“And I’ve heard enough of this bullshit.”
“It’s not bullshit, it’s how I’m feeling,” I say, my voice rising as anger starts to flood me. “Don’t dismiss it, Nate, because I’ve spent my whole life ignoring the things I feel in order to make sure others are happy instead of myself.”
My words hang in the air between us, silence ensuing.
“You finished?” he asks, and I nod because it seems that I have nothing left to say. I’ve said what I need to, I’ve told him my truth, so now I just have to wait for his words.
“Good. My turn,” he says as he holds my stare. “Firstly, I’m not dismissing how you’re feeling, Kat, but it actually fucking pains me to hear you talk about leaving, that you think you don’t belong here,” he says with a scoff. “Me. It pains me, a man who rips others apart and sends pieces to their loved ones because no fucker screws with me.”
My eyes widen a little. Send pieces to their loved ones… Jesus Christ.
“I am no angel; I’ve done some bad shit and I will continue to be an asshole to those that do me wrong. I make no apologies for the way I do things; I own it and live with it because I’ve spent a lifetime in this world. I know how it works, I know the deal, and I know how to handle myself.
“But then you came along. And you know what, Kat? You scare me to fucking death.”
“Me?” I say, surprised.
“Yes. You. Because as much as I am a hard bastard to everyone else, I know that you make me a better man. You make me feel too, Kat. You make me want to do right by you. My first thought every morning is you. My last thought at night is you. And every other fucking thought in-between is you.
“You don’t let me walk all over you, you push me, you challenge me, and you drive me fucking insane, but I didn’t realise that I needed that until you started doing it.
“I know this isn’t the life you envisioned, but know this… If you ever try to leave, I will stop you. If you manage to get away, I will find you. And if you push me away, I’ll push back just as hard.
“So, whatever fucked-up thoughts are going through your head right now and making you think that you don’t belong by my side need to be dealt with. You do belong. You are home, Kat. Always.”
My mouth feels dry, words stripped away from me. What do you say to a man that has just bared his soul to you when all he’s done previously is hide himself too?
Were we always destined to find one another?

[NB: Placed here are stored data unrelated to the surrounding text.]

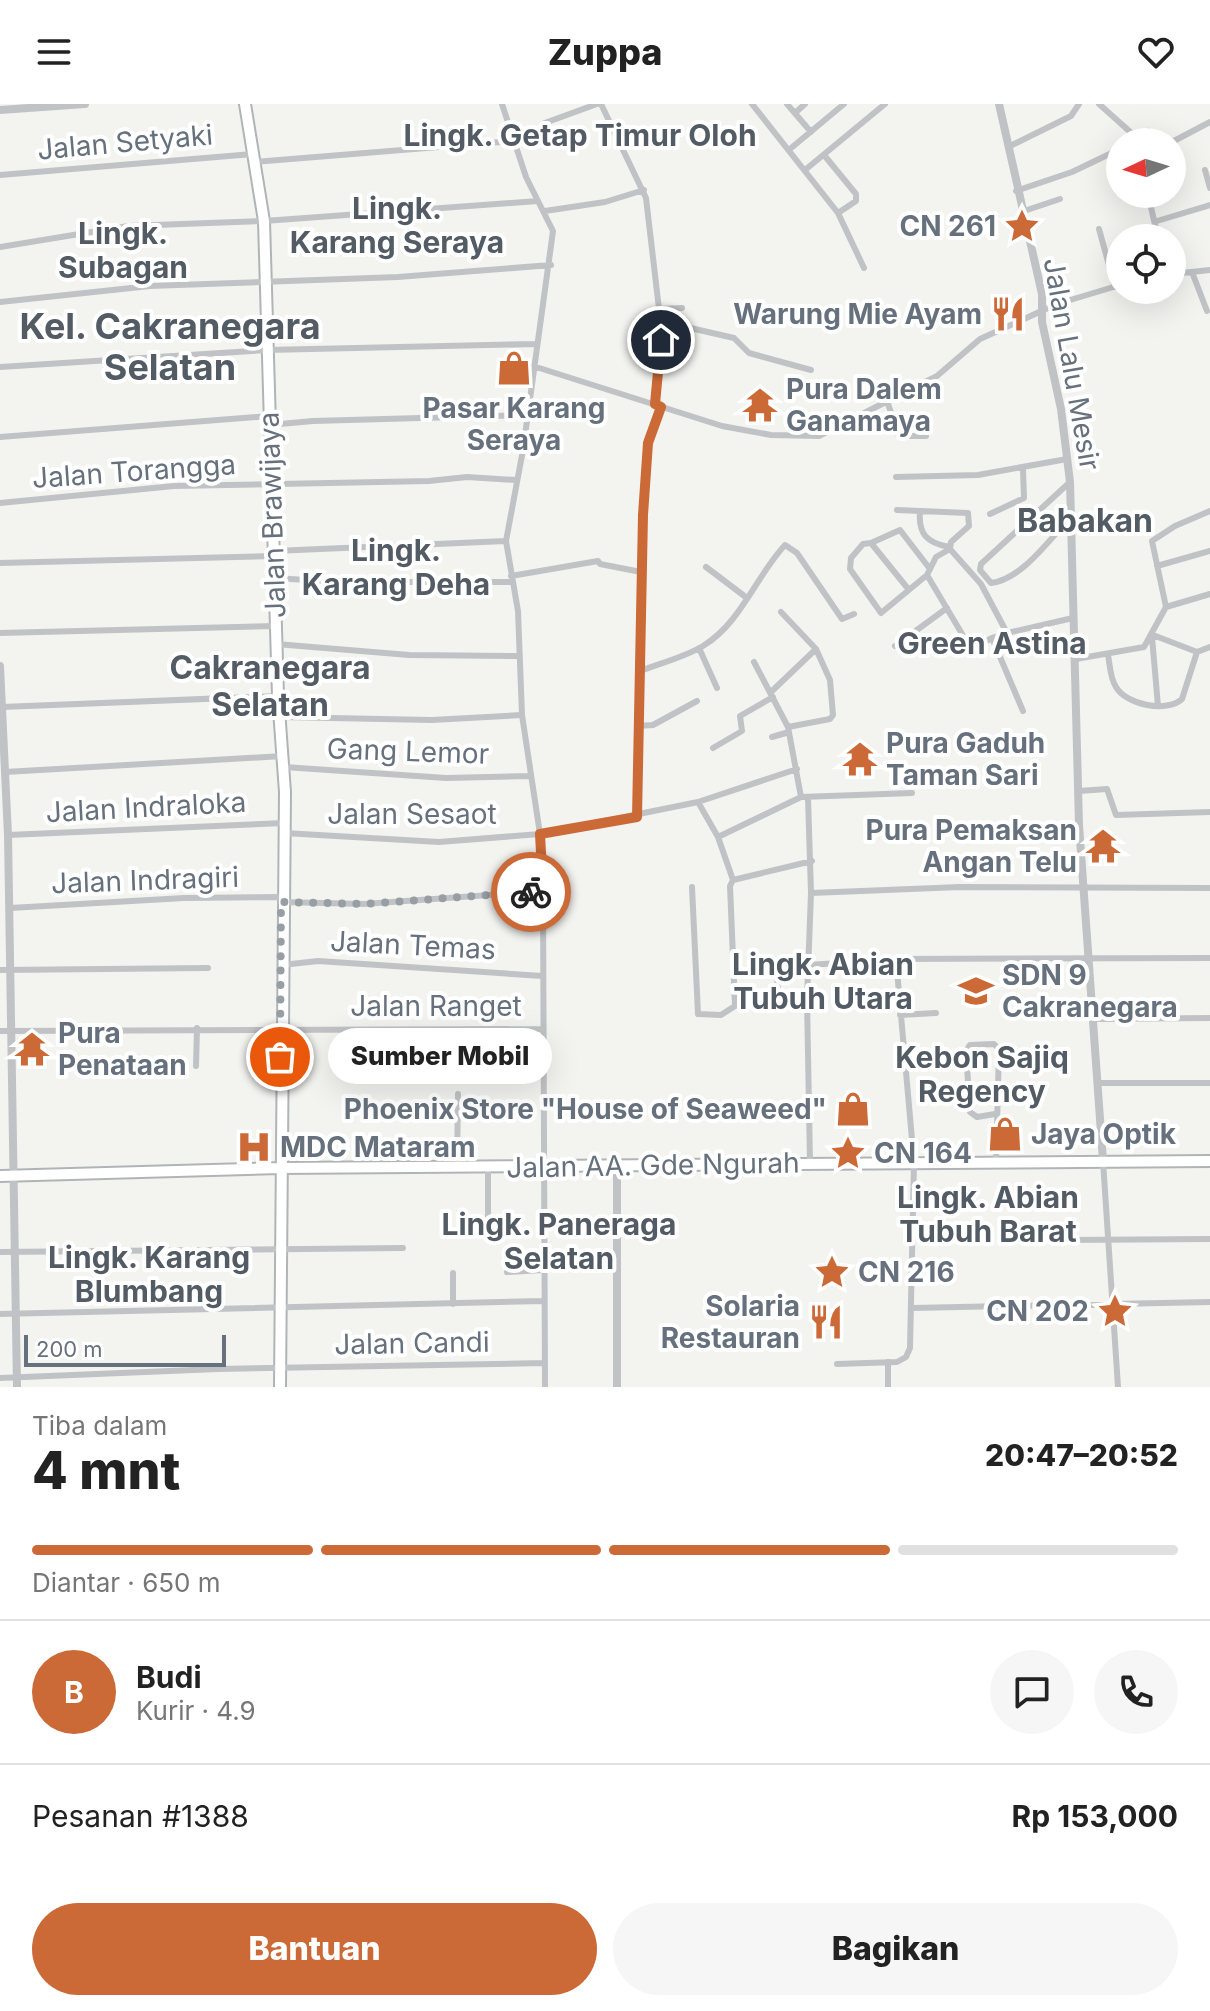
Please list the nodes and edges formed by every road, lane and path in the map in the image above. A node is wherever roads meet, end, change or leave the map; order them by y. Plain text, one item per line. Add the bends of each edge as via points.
1 (85, 104) edge
2 (245, 104) edge
3 (502, 104) edge
4 (599, 104) edge
5 (752, 104) edge
6 (787, 104) edge
7 (805, 104) edge
8 (844, 104) edge
9 (885, 104) edge
10 (999, 104) edge
11 (1079, 104) edge
12 (1099, 104) edge
13 (0, 110) edge
14 (795, 113) junction
15 (1210, 122) edge
16 (542, 124) dead end
17 (1122, 128) edge
18 (811, 132) junction
19 (1186, 135) edge
20 (512, 141) junction
21 (1008, 147) junction
22 (790, 149) junction
23 (824, 155) junction
24 (1106, 156) edge
25 (254, 158) junction
26 (805, 170) junction
27 (1205, 170) dead end
28 (0, 175) edge
29 (1210, 188) edge
30 (644, 190) junction
31 (1016, 191) junction
32 (1060, 199) dead end
33 (538, 201) junction
34 (1210, 205) edge
35 (1153, 208) edge
36 (545, 211) junction
37 (1021, 212) junction
38 (838, 213) junction
39 (264, 221) junction
40 (1157, 221) junction
41 (1157, 224) edge
42 (1099, 229) dead end
43 (0, 247) edge
44 (1106, 250) edge
45 (551, 265) junction
46 (864, 268) dead end
47 (1210, 270) edge
48 (1192, 272) junction
49 (1186, 273) edge
50 (265, 281) junction
51 (1106, 290) edge
52 (0, 302) edge
53 (682, 308) dead end
54 (660, 309) junction
55 (1207, 311) dead end
56 (1042, 312) junction
57 (661, 326) junction
58 (536, 344) junction
59 (267, 350) junction
60 (533, 366) junction
61 (0, 367) edge
62 (811, 370) dead end
63 (887, 401) junction
64 (658, 405) junction
65 (528, 415) junction
66 (269, 421) junction
67 (926, 436) dead end
68 (0, 437) edge
69 (1067, 459) junction
70 (1023, 469) junction
71 (896, 477) dead end
72 (516, 480) junction
73 (1070, 482) junction
74 (272, 484) junction
75 (0, 503) edge
76 (897, 510) dead end
77 (920, 511) junction
78 (1210, 511) edge
79 (990, 514) dead end
80 (1072, 516) junction
81 (506, 541) junction
82 (871, 543) junction
83 (949, 548) junction
84 (1210, 551) edge
85 (274, 554) junction
86 (0, 563) edge
87 (1157, 566) junction
88 (706, 567) dead end
89 (641, 572) junction
90 (928, 572) junction
91 (275, 578) junction
92 (512, 579) junction
93 (909, 590) junction
94 (1210, 594) edge
95 (747, 598) junction
96 (1166, 607) junction
97 (947, 608) junction
98 (726, 611) dead end
99 (781, 612) dead end
100 (854, 614) dead end
101 (734, 617) junction
102 (1073, 618) junction
103 (276, 626) junction
104 (0, 633) edge
105 (1007, 633) junction
106 (1152, 636) junction
107 (992, 638) junction
108 (276, 644) junction
109 (895, 646) dead end
110 (1210, 647) edge
111 (699, 648) junction
112 (816, 649) junction
113 (1197, 652) junction
114 (1108, 655) junction
115 (520, 656) junction
116 (1076, 659) junction
117 (754, 662) dead end
118 (0, 666) edge
119 (640, 671) junction
120 (717, 688) dead end
121 (772, 695) junction
122 (278, 696) junction
123 (697, 701) dead end
124 (1, 703) edge
125 (1158, 706) junction
126 (1023, 711) dead end
127 (522, 715) junction
128 (280, 717) junction
129 (638, 726) junction
130 (788, 730) junction
131 (772, 737) dead end
132 (713, 748) dead end
133 (284, 761) junction
134 (3, 768) edge
135 (797, 769) junction
136 (530, 776) junction
137 (1079, 791) junction
138 (912, 793) dead end
139 (805, 797) junction
140 (698, 802) junction
141 (1210, 812) edge
142 (637, 817) junction
143 (284, 828) junction
144 (5, 829) edge
145 (540, 834) junction
146 (718, 837) junction
147 (812, 861) junction
148 (733, 880) junction
149 (692, 887) dead end
150 (1210, 888) edge
151 (1085, 889) junction
152 (543, 891) junction
153 (811, 893) junction
154 (281, 900) junction
155 (7, 912) edge
156 (1089, 958) junction
157 (1210, 958) edge
158 (896, 959) junction
159 (809, 963) junction
160 (281, 965) junction
161 (208, 968) dead end
162 (11, 969) junction
163 (0, 970) edge
164 (777, 970) dead end
165 (542, 976) junction
166 (807, 999) junction
167 (778, 1003) junction
168 (735, 1005) junction
169 (936, 1013) dead end
170 (900, 1015) junction
171 (1210, 1018) edge
172 (1094, 1019) junction
173 (197, 1028) junction
174 (281, 1028) junction
175 (542, 1029) junction
176 (0, 1031) edge
177 (12, 1031) junction
178 (196, 1066) dead end
179 (1099, 1083) junction
180 (1210, 1083) edge
181 (458, 1094) dead end
182 (995, 1114) junction
183 (1103, 1161) junction
184 (1210, 1161) edge
185 (914, 1162) junction
186 (810, 1163) junction
187 (996, 1163) junction
188 (544, 1166) junction
189 (617, 1166) junction
190 (279, 1168) junction
191 (457, 1168) junction
192 (488, 1168) junction
193 (15, 1175) junction
194 (0, 1176) edge
195 (488, 1222) dead end
196 (1107, 1238) junction
197 (1210, 1239) edge
198 (1064, 1240) dead end
199 (403, 1248) dead end
200 (281, 1249) junction
201 (16, 1251) junction
202 (0, 1252) edge
203 (543, 1270) junction
204 (507, 1272) dead end
205 (453, 1273) dead end
206 (544, 1301) junction
207 (1112, 1302) junction
208 (1210, 1302) edge
209 (453, 1304) junction
210 (280, 1305) junction
211 (912, 1308) junction
212 (16, 1313) junction
213 (0, 1314) edge
214 (888, 1362) junction
215 (544, 1363) junction
216 (837, 1364) dead end
217 (280, 1367) junction
218 (0, 1378) edge
219 (17, 1382) edge
220 (280, 1387) edge
221 (545, 1387) edge
222 (617, 1387) edge
223 (888, 1387) edge
224 (1118, 1387) edge

1 - 13 street
2 - 25 main road, Jalan Brawijaya
3 - 20 street
4 - 16 street
4 - 30 street
5 - 22 street
6 - 14 street
7 - 14 street
8 - 18 street
9 - 23 street
10 - 21 street, Jalan Lalu Mesir
11 - 21 street via 1071,116
12 - 17 street
14 - 18 street
15 - 19 street
18 - 22 street
20 - 25 street, Jalan Setyaki
20 - 33 street
21 - 31 street, Jalan Lalu Mesir
22 - 26 street
23 - 26 street
23 - 38 street via 856,194 856,201
24 - 31 street
25 - 28 street, Jalan Setyaki
25 - 39 main road, Jalan Brawijaya
26 - 38 street
27 - 29 street
30 - 36 street
30 - 54 street
31 - 37 street, Jalan Lalu Mesir
32 - 37 street
33 - 36 street
33 - 39 street
34 - 40 street
35 - 40 street
36 - 45 street via 553,231
37 - 56 street, Jalan Lalu Mesir
38 - 46 street
39 - 43 street via 90,230
39 - 50 main road, Jalan Brawijaya
40 - 41 street
42 - 44 street
45 - 50 street
45 - 58 street
47 - 48 street
48 - 49 street
48 - 55 street
50 - 52 street via 150,286
50 - 59 main road, Jalan Brawijaya
51 - 56 street
53 - 54 street
54 - 57 street
56 - 63 street via 980,339 937,376
56 - 69 street, Jalan Lalu Mesir
57 - 62 street via 734,338 749,353
57 - 64 street
58 - 59 street
58 - 60 street
59 - 61 street
59 - 66 main road, Jalan Brawijaya
60 - 64 street
60 - 65 street
63 - 64 street via 823,435 790,436 722,426
63 - 67 street via 899,436
64 - 89 street via 648,443
65 - 66 street
65 - 72 street
66 - 68 street
66 - 74 main road, Jalan Brawijaya
69 - 70 street
69 - 73 street, Jalan Lalu Mesir
70 - 71 street
70 - 79 street via 1024,498
72 - 74 street, Jalan Torangga
72 - 81 street
73 - 80 street, Jalan Lalu Mesir
73 - 80 street via 980,565 984,576 994,583 1031,560
74 - 75 street, Jalan Torangga via 174,486
74 - 85 main road, Jalan Brawijaya
76 - 77 street
77 - 83 street via 925,536
77 - 83 street via 968,513 968,528
78 - 87 street via 1159,534 1152,544
80 - 102 street, Jalan Lalu Mesir
81 - 85 street
81 - 92 street
82 - 90 street via 900,530
82 - 93 street
82 - 93 street via 858,549 850,564 876,611 883,612
83 - 90 street
83 - 105 street via 981,584
84 - 87 street
85 - 86 street
85 - 91 main road, Jalan Brawijaya
87 - 96 street
88 - 95 street
89 - 92 street via 598,561
89 - 119 street
90 - 93 street
90 - 97 street
91 - 92 street
91 - 103 main road, Jalan Brawijaya
92 - 115 street
94 - 96 street
95 - 100 street via 783,547 790,545 842,619
95 - 101 street
96 - 106 street
97 - 107 street via 968,644
97 - 109 street
98 - 101 street
99 - 112 street
101 - 111 street
102 - 105 street
102 - 116 street, Jalan Lalu Mesir
103 - 104 street
103 - 108 main road, Jalan Brawijaya
105 - 107 street
106 - 113 street
106 - 114 street via 1141,648
106 - 125 street
107 - 126 street
108 - 115 street via 409,655
108 - 122 main road, Jalan Brawijaya
110 - 113 street
111 - 119 street
111 - 120 street
112 - 121 street
112 - 130 street via 830,680 833,715
113 - 125 street via 1179,703
114 - 116 street
114 - 125 street via 1121,693
115 - 127 street
116 - 137 street, Jalan Lalu Mesir
117 - 121 street
118 - 124 street
119 - 129 street
121 - 130 street
121 - 132 street via 740,716 742,731
122 - 124 street
122 - 128 main road, Jalan Brawijaya
123 - 129 street via 653,725
124 - 134 street
127 - 128 street via 444,720
127 - 136 street
128 - 133 main road, Jalan Brawijaya
129 - 142 street
130 - 131 street
130 - 135 street
133 - 134 street, Gang Lemor
133 - 136 street, Gang Lemor via 446,778
133 - 143 main road, Jalan Brawijaya
134 - 144 street
135 - 139 street
135 - 140 street, Jalan Sesaot
136 - 145 street
137 - 141 street via 1107,789 1116,815
137 - 151 street, Jalan Lalu Mesir
138 - 139 street
139 - 146 street
139 - 147 street
140 - 142 street, Jalan Sesaot
140 - 146 street
142 - 145 street, Jalan Sesaot
143 - 144 street, Jalan Indraloka
143 - 145 street, Jalan Sesaot via 439,842
143 - 154 main road, Jalan Brawijaya
144 - 155 street
145 - 152 street
146 - 148 street
147 - 148 street
147 - 153 street
148 - 168 street
149 - 168 street via 698,1014 721,1015
150 - 151 street
151 - 153 street
151 - 156 street, Jalan Lalu Mesir
152 - 154 street, Jalan Indragiri via 364,904
152 - 165 street
153 - 159 street
154 - 155 street, Jalan Indragiri via 184,898
154 - 160 main road, Jalan Brawijaya
155 - 162 street
156 - 157 street
156 - 158 street
156 - 172 street, Jalan Lalu Mesir
158 - 159 street
158 - 170 street
159 - 166 street
160 - 165 street, Jalan Temas via 318,961
160 - 174 main road, Jalan Brawijaya
161 - 162 street
162 - 163 street
162 - 177 street
164 - 167 street
165 - 175 street
166 - 167 street
166 - 186 street
167 - 168 street
169 - 170 street
170 - 185 street
171 - 172 street
172 - 179 street, Jalan Lalu Mesir
173 - 174 street, Jalan Ranget
173 - 177 street, Jalan Ranget
173 - 178 street
174 - 175 street, Jalan Ranget
174 - 190 main road, Jalan Brawijaya
175 - 188 street
176 - 177 street, Jalan Ranget
177 - 193 street
179 - 180 street
179 - 183 street, Jalan Lalu Mesir
181 - 191 street
182 - 182 street via 1000,1105 998,1047 970,1045 970,1112 977,1117
182 - 187 street
183 - 184 main road, Jalan AA. Gde Ngurah
183 - 187 main road, Jalan AA. Gde Ngurah
183 - 196 street
185 - 186 main road, Jalan AA. Gde Ngurah
185 - 187 main road, Jalan AA. Gde Ngurah
185 - 211 street
186 - 189 main road, Jalan AA. Gde Ngurah
188 - 189 main road, Jalan AA. Gde Ngurah
188 - 192 main road, Jalan AA. Gde Ngurah
188 - 203 street
189 - 222 street
190 - 191 main road, Jalan AA. Gde Ngurah
190 - 193 main road, Jalan AA. Gde Ngurah
190 - 200 main road, Jalan Brawijaya
191 - 192 main road, Jalan AA. Gde Ngurah
192 - 195 street
193 - 194 main road, Jalan AA. Gde Ngurah
193 - 201 street
196 - 197 street
196 - 198 street
196 - 207 street
199 - 200 street
200 - 201 street
200 - 210 main road, Jalan Brawijaya
201 - 202 street
201 - 212 street
203 - 204 street
203 - 206 street
205 - 209 street
206 - 209 street
206 - 215 street
207 - 208 street
207 - 211 street
207 - 224 street
209 - 210 street
210 - 212 street
210 - 217 main road, Jalan Brawijaya
211 - 214 street via 909,1353
212 - 213 street
212 - 219 street
214 - 216 street
214 - 223 street
215 - 217 street, Jalan Candi
215 - 221 street
217 - 219 street, Jalan Candi
217 - 220 main road, Jalan Brawijaya
218 - 219 street, Jalan Candi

Is this where fate had been leading both of us?
To each other?
To a different happy ever after than I have envisioned?
“Nate,” I whisper as I move my hands to his chest, placing them on his pecs and feeling his heart racing underneath the surface. Just like mine is. Racing, hoping, wanting it all to be true.
He moves his hand from beside me and places his over my heart too, feeling the same thump that I’m feeling beneath his skin.
“That right there,” he starts, nodding his head towards my chest. “That is what makes us different. That is how we know we are meant to be. That thump, that adrenaline, that fire that we live and breathe when we’re together. That’s us, baby.”
Oh my God.
I feel like my whole world just exploded into an array of colour. It’s like I’ve had tunnel vision for years and now I’ve woken up to what is around me.
“You’re mine, and I’m yours.”
I’m his.
He’s mine.
Fuck.
Do I let myself relish in the hope that is springing to life in my chest? The hope that I can do this, be the person he deserves, be his other half.
Do I let myself fall so completely that I wouldn’t be able to breathe without him?
“But what if it all gets too much? What if I can’t deal with it?” I ask, because it’s a nagging thought that I know won’t go away quietly.